JIKA awal kita ingin mengetahui sejauh mana tentang sosok Adipati Pati pertama, Kembang Joyo yang makamnya berada di kompleks situs Genuk Kemiri, di Desa Sarirejo, lagi-lagi kita hanya mempunyai akar pegangan berupa cerita tutur. Yakni, bermula dari perseteruan antara dua kadipaten Carangsoko dan Parang Garuda.
Faktor penyebabnya tak lain, gagalnya perhelatan perkawinan antara putri Carangsoko Rayung Wulan dengan putra Parang Garuda, Menak Josari yang digambarkan buruk rupa. Pembuat atau pemilik cerita tutur tersebut terkesan membuat kesamaan cerita itu sama dengan cerita Menak Jinggo di masa Kerajaan Mojopahit.
Padahal, fakta di Kemiri sampai saat ini masih terdapat sebuah makam tak terawat di salah satu lahan pekarangan warga. Makam ini belum banyak mengungkapkan, bahwa itu adalah makam kuna yang diperkirakan sebagai Ki Ageng Kemiri atau nama lain adalah Josari yang dijadikan asal-usul nama desa sampai sekarang, yaitu Sarirejo.
Sedangkan nama Kembang Joyo, sebagai cikal bakal pendiri pusat pemerintahan Kadipaten Pati kendati situs makamnya berada di lingkungan situs Genuk Kemiri, ternyata tidak banyak catatan yang bisa dijadikan rujukan. Sehingga untuk sebuah cerita tutur sendiri, bukanlah hal tabu untuk bahan menelisik berlangsungnya pusat pemerintahan pada masa itu.

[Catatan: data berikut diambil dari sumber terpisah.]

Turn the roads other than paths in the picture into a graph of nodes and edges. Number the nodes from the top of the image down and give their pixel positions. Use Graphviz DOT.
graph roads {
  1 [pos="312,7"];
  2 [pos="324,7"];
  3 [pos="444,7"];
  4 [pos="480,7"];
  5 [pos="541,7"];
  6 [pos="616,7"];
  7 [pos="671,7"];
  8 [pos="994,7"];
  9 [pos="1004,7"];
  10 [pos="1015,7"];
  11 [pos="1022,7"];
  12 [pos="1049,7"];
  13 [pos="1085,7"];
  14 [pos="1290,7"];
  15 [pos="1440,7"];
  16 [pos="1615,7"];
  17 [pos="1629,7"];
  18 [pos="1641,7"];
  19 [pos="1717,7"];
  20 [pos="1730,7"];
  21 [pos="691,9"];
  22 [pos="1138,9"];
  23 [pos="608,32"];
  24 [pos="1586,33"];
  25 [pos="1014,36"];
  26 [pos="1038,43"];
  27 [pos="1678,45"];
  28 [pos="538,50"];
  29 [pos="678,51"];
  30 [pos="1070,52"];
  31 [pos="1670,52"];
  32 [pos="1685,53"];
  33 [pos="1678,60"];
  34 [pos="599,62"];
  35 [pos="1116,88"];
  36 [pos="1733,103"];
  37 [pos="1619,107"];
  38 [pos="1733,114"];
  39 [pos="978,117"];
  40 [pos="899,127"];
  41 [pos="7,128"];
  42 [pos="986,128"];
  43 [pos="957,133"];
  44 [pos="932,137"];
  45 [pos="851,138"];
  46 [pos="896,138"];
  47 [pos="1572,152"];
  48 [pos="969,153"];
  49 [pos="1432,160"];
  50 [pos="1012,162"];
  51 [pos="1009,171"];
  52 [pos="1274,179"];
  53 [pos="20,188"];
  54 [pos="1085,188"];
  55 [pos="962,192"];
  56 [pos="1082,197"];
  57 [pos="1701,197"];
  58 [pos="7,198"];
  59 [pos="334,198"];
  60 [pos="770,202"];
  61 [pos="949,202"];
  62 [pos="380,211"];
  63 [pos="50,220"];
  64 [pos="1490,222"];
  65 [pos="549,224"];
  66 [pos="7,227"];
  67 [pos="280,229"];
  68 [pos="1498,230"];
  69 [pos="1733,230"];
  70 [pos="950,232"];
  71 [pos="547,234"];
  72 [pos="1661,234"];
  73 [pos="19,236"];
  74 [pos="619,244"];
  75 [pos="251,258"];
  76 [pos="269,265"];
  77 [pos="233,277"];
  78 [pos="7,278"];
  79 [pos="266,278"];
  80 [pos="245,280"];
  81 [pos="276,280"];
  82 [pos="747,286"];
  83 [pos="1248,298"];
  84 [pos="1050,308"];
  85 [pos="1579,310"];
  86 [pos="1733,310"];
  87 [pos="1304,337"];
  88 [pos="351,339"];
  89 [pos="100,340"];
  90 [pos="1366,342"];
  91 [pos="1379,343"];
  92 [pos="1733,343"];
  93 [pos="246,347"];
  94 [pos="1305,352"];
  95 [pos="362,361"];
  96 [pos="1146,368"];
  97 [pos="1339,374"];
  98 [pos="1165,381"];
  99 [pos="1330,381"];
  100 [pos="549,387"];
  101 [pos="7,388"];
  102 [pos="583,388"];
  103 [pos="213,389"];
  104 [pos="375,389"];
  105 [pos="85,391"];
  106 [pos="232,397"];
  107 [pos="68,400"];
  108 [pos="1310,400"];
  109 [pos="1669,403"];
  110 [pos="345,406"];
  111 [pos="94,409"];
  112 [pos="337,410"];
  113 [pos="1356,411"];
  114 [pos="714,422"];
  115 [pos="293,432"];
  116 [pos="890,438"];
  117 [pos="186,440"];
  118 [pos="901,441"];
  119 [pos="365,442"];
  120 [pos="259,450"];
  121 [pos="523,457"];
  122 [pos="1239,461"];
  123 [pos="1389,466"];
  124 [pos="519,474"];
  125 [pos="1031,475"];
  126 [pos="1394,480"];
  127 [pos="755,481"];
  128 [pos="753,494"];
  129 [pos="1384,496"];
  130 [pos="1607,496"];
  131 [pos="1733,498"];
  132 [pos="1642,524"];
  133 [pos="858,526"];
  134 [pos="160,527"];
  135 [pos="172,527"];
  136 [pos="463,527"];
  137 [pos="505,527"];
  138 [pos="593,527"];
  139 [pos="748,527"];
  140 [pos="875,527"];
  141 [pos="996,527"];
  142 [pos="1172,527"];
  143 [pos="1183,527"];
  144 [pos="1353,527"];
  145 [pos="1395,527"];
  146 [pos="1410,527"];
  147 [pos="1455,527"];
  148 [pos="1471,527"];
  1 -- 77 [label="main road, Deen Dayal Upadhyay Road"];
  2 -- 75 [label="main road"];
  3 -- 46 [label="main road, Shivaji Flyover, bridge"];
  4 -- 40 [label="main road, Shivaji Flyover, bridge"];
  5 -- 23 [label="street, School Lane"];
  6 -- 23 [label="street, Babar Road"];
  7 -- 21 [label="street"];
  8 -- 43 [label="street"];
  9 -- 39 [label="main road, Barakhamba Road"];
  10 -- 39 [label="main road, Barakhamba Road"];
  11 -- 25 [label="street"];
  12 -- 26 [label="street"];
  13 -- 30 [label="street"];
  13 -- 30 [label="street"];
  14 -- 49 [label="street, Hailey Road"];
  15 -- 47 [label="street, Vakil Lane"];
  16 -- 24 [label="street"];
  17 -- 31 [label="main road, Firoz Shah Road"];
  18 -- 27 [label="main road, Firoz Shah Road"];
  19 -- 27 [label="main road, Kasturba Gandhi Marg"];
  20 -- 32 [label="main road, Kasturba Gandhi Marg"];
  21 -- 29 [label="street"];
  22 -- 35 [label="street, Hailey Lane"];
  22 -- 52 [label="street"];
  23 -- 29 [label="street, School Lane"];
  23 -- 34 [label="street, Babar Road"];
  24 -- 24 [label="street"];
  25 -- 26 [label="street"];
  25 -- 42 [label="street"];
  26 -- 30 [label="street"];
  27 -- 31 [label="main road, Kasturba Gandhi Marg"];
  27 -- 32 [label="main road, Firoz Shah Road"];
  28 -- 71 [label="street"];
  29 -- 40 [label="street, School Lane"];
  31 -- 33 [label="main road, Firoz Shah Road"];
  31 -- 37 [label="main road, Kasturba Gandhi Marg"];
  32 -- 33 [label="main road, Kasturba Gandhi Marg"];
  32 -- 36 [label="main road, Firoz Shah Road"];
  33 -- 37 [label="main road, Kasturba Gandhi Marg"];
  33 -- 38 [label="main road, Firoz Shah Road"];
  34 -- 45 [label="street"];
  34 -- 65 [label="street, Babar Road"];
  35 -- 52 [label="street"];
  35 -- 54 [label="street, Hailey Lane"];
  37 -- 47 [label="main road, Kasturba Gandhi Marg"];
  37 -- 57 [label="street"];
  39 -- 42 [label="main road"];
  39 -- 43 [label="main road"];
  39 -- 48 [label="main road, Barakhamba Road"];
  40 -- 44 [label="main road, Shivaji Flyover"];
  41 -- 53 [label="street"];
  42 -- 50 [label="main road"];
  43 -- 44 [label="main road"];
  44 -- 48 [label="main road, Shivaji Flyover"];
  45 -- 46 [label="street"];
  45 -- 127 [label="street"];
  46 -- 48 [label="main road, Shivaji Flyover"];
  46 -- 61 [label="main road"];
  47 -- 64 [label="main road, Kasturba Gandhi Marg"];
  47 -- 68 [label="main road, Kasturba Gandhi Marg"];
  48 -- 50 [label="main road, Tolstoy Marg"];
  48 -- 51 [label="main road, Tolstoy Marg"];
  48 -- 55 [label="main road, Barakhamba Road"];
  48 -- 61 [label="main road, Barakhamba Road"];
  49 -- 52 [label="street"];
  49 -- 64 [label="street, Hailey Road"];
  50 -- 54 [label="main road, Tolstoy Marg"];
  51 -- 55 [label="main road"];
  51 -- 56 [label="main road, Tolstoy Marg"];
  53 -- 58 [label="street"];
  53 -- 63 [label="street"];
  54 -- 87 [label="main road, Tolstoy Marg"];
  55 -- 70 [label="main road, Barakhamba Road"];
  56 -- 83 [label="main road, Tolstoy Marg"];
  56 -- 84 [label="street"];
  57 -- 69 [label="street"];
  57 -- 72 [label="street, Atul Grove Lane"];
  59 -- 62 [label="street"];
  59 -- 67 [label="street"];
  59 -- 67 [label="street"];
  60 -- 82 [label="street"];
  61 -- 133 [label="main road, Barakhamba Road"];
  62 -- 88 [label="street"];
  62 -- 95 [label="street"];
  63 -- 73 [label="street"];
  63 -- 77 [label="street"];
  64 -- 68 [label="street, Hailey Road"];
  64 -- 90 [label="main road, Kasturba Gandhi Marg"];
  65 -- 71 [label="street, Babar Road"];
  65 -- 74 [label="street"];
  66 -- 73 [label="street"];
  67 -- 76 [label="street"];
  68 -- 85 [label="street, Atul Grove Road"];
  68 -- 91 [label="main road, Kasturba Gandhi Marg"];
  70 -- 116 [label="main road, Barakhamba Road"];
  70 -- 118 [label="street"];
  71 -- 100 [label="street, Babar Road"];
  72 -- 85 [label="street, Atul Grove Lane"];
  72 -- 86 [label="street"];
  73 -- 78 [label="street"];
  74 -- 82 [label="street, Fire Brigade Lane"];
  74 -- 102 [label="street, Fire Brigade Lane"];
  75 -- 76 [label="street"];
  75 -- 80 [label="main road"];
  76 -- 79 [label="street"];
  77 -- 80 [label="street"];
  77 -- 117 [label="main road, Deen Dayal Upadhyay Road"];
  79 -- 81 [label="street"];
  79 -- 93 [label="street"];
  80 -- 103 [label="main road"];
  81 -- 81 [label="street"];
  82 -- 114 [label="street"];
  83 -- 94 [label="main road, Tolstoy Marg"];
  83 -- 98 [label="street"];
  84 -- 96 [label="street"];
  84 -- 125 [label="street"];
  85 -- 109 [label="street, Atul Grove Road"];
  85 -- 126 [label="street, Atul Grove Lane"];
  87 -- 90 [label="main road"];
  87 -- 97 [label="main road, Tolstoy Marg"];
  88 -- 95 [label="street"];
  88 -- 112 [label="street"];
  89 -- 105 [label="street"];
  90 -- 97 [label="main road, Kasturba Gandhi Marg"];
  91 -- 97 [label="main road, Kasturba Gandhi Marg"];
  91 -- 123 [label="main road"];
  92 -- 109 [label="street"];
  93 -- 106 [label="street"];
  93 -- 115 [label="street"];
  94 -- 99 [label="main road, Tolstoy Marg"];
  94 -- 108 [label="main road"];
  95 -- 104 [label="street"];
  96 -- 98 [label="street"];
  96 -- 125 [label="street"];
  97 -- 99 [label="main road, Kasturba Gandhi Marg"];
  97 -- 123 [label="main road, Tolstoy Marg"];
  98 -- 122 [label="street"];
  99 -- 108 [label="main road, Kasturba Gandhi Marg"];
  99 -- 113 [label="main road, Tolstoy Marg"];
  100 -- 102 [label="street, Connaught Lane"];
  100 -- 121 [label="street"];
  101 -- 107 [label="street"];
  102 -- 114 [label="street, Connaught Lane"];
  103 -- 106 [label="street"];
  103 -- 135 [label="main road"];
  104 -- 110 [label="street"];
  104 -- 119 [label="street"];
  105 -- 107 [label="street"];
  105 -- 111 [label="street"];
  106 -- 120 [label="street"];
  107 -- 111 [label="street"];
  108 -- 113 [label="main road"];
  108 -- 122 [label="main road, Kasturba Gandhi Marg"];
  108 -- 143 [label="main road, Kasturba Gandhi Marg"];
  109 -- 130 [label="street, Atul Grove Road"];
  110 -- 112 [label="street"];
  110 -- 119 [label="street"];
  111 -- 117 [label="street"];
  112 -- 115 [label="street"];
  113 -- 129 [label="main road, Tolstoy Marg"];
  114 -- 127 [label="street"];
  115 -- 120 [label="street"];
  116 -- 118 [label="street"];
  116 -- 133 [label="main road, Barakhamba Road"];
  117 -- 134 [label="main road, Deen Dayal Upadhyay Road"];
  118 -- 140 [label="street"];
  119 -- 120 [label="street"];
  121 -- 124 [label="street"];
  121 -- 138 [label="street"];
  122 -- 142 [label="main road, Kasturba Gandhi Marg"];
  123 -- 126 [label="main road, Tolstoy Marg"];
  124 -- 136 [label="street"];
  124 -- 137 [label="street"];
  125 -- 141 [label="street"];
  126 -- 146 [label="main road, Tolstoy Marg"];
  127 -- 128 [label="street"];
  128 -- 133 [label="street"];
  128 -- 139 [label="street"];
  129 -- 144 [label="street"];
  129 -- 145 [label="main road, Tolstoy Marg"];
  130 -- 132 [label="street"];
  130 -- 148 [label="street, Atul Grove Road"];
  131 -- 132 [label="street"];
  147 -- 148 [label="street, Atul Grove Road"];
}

Hanya masalahnya, benarkah nama Kembang Joyo yang disebut-sebut sebagai putra Sunan Muria yang berkakak Penewu Mojosemi, Sukmoyono, apa memang benar ada. Sebab, sebutan lain dari kembang juga bisa puspa maupun sekar, atau bahkan sebuah perang di dunia pewayangan pun disebut perang kembang atau perang awal yang gagal.
Dengan demikian, bisa diartikan apakah Kembang Joyo itu bukan nama atau sebutan lain dari seorang Adipati Pati yang pernah mengobarkan perang, tapi gagal. Memang ada yang menyebutkan, bahwa Adipati Pati yang pernah mengobarkan perang adalah Kayu Bralit, tapi sayangnya tidak disebutkan siapa lawan berperangnya.
Adapun Adipati Pati yang pernah mengobarkan perang tapi tidak membuahkan hasil, bisa dicatat terjadi pada masa pemerintahan Kerajaan Mataram di bawah kekuasaan Penambahan Senopati (1601), putra Ki Gede Pemanahan yang juga putra angkat Sultan Pajang Hadiwijoyo. Perang tersebut terpusat di Kali Dengkeng, daerah Pandan Simping, masuk wilayah Kabupaten Klaten.
Perang tersebut gagal total, karena begitu Adipati Pati Wasis, putra Ki Ageng Penjawi bersama para prajurit pilihan menyeberangi alur kali itu untuk masuk ke kawasan Alas Mentaok terlebih dahulu porak-poranda dihantam lahar dingin Merapi. Lagi-lagi pertanyaan pun mengusik penalaran kita, apakah Adipati Kembang Joyo itu sama dengan Adipati Pati Wasis yang dalam cerita tutur nama lengkapnya disebut Wasis Joyo Kusumo.
Rasanya terlalu naif jika kita dalam hal ini tidak membuka ruang pemikiran berdasarkan penalaran, meskipun hal itu harus terpatahkan cerita tutur yang kebenarannya dianggap mutlak oleh masyarakat secara turun temurun hingga sekarang. Sebab, ketika Adipati Kembang Joyo berkuasa dengan pusat pemerintahan di Kemiri, muncullah sebuah pemberontakan oleh Empu Sumali, asal Klaling.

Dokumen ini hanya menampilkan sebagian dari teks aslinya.